If the film is interested in 20th Century philosophy, it is not the "brain in a vat" stuff -- it is in postmodernism. The reason "there is no spoon" is not that the physical world is not real but that when we look at a "spoon" or anything else, our experience is mediated by our society's concepts and ways of "constructing" reality. (Morpheus calls the Matrix a "construct", implying that it needs to be de-constructed.) It is not an accident that the enemies are "machines", symbols of totalizing drive toward technological efficiency exposed by Lyotard in The Postmodern Condition. These machines are the natural result of the Descartes's modern desire for pure, disembodied rationality.

In this way, the film is actually anti-Cartesian, and anti-Platonist. The standard interpretations of The Matrix are completely backwards. It is about rejecting reason in favor of the body. On the way to meet the Oracle, Trinity tells Neo that "the Matrix cannot tell you who you are." He replies, "But an Oracle can?" And she says "That's different." Why? Because the Oracle is a symbol of emotion, intuition, and embodiedness -- she turns out to be an African-American grandmother, baking cookies. (Regarding embodiedness, consider the infamous orgy/rave sequence in the first Matrix sequel.)

It is the machines who are Platonists. Agent Smith says, "I hate this place. This zoo. This prison. This reality, whatever you want to call it. I can't stand it any longer. It's the smell, if there is such a thing. I feel saturated by it. I can taste your stink and every time I do, I fear that I've somehow been infected by it. It's repulsive, isn't it? I must get out of here." Here he uses two metaphors from Plato's Phaedo: the body as a prison and life as a disease.

Agent Smith also says that the first Matrix failed because "Some believed we lacked the programming language to describe your perfect world." He rejects this interpretation, but I think the film is suggesting that this is actually the truth. A world run by computers cannot give us everything we need to be fully human. This is what Morpheus means when he tells Neo, "You've felt it your entire life. That there's something wrong with the world, you don't know what it is, but it's there. Like a splinter in your mind, driving you mad."

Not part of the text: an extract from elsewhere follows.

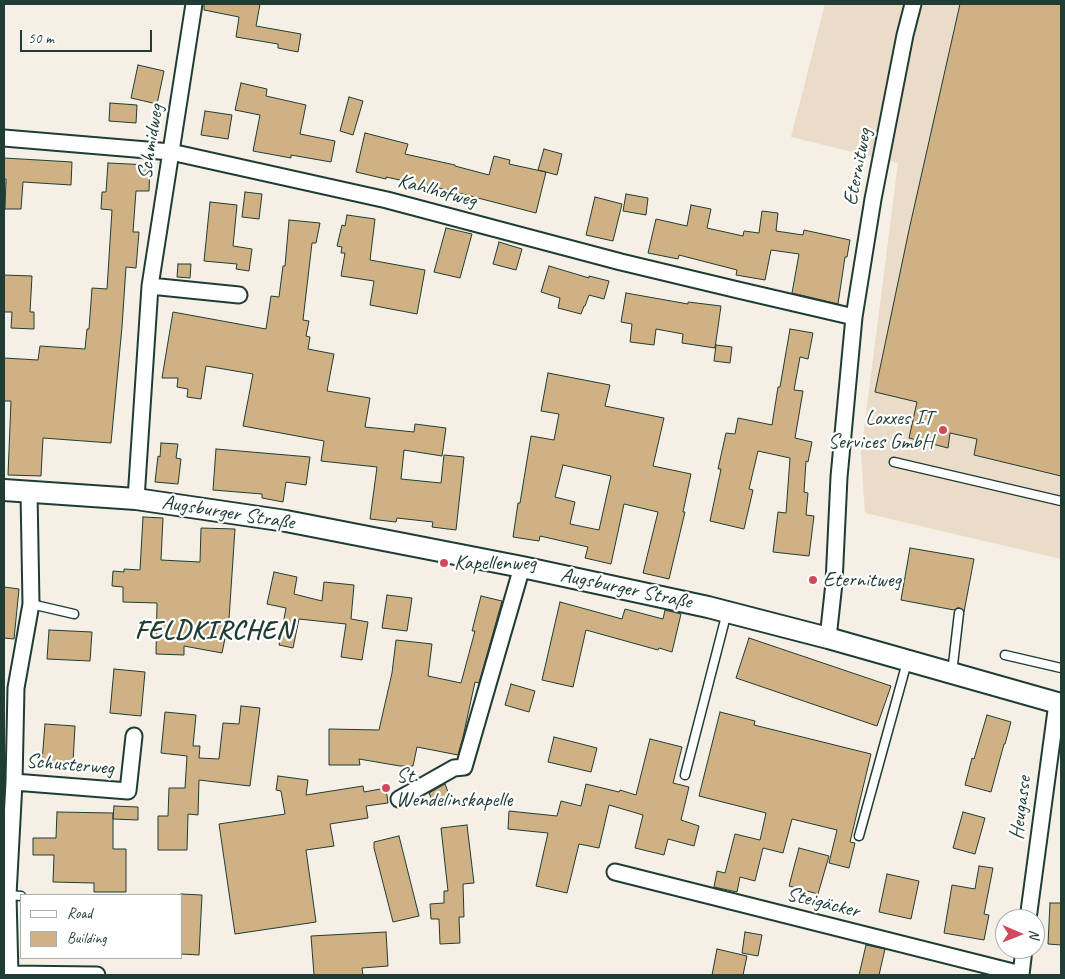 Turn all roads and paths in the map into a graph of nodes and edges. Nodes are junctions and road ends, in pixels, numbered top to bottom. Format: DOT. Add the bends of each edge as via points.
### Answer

And, according to the film, what we need above all in order to be human is freedom. The main problem with the machines is that they control us and force us to follow their rules. As Mouse says, "To deny our own impulses is to deny the very thing that makes us human." And it is in being human that we will defeat the machines: Morpheus says "their strength and their speed are still based in a world that is built on rules. Because of that, they will never be as strong or as fast as you can be." We, unlike the machines can break the rules of rationality. (The rejection of rules suggests an "anarchist" political theory which connects The Matrix to the Wachowski-scripted V For Vendetta.) Unlike the machines, we humans can live based on instinct and passion. And that is why the power of Trinity's love for Neo can save the day in the end.

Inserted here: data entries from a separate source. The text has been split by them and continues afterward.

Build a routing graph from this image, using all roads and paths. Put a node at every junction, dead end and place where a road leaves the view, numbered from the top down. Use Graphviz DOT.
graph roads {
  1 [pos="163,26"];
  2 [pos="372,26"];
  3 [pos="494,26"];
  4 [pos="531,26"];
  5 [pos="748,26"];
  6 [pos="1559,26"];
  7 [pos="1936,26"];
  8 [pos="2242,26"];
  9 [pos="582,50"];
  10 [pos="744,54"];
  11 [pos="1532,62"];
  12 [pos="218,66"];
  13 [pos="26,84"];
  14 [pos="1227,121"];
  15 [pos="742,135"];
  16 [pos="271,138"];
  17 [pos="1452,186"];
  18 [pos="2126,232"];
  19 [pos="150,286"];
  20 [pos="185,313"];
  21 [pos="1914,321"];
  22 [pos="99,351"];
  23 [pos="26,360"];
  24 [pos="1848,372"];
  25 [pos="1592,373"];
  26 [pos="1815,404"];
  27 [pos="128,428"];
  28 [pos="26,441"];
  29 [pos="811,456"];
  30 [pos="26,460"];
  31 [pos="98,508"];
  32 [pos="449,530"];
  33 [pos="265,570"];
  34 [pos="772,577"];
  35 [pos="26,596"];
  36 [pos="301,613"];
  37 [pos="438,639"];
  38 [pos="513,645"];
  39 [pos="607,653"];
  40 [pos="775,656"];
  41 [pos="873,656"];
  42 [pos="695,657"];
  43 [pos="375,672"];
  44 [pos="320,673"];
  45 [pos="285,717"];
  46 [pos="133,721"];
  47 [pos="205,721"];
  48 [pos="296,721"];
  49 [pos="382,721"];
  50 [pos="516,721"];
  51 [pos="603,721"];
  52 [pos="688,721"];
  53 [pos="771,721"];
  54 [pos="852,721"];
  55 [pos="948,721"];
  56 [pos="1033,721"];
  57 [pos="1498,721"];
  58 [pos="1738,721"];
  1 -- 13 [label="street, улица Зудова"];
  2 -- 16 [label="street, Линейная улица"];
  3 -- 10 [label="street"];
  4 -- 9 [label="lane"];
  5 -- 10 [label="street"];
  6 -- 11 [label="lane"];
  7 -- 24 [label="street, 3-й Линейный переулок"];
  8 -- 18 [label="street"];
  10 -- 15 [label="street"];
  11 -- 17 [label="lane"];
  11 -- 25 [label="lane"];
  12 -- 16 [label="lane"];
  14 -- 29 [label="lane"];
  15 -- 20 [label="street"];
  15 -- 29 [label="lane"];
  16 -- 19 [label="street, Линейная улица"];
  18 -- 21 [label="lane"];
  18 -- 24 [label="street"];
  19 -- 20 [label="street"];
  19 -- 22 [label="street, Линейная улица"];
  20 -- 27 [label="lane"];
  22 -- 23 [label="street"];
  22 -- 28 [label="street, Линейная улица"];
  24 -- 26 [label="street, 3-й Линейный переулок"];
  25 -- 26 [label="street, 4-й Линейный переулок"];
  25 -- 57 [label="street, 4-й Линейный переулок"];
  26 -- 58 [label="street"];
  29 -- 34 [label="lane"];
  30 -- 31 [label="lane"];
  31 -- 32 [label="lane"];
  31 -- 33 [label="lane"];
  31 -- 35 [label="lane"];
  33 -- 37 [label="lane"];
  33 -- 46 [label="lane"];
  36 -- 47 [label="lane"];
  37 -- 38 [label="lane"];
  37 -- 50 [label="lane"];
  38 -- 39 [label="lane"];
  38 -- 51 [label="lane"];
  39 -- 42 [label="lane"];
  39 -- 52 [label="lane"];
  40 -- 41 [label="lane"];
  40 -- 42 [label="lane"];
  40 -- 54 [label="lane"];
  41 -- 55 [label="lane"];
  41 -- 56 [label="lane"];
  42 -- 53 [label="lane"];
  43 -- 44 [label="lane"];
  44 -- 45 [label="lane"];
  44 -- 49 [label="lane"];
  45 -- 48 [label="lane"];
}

But as long as the system can tempt us into seeing The Matrix as an abstract theoretical exercise in metaphysics and epistemology instead of a political statement, we will never be free. ... Or so says The Matrix.

Trinity: "Wake up, Neo. The Matrix has you."

1 comment:

Anonymous said...

So most philosophers are shallow pseudo-intellectuals. So what else is new. So just because The Matrix shows us that we are batteries driving the economy in a corporate culture does that make it pro-Marxism?

Is Marxism the only alternative to consumer capitalism?

We have computers coming out of our ears. How much has computer technology advanced since 1999? So why can't everyone do accounting on their computers? When have you heard the capitalist, socialists, Marxists or communists say that accounting should be mandatory in the schools? Double entry accounting is 700 years old. How hard can it be?

You still didn't go into the Yang/Yin, Matriarchal/Patriarchal dichotomy of The Matrix. Did you notice that Neo was the SIXTH One? Was he destined to succeed because the universe was created in SIX days and God rested on the seventh?

How deep into The Matrix must you go to wake up?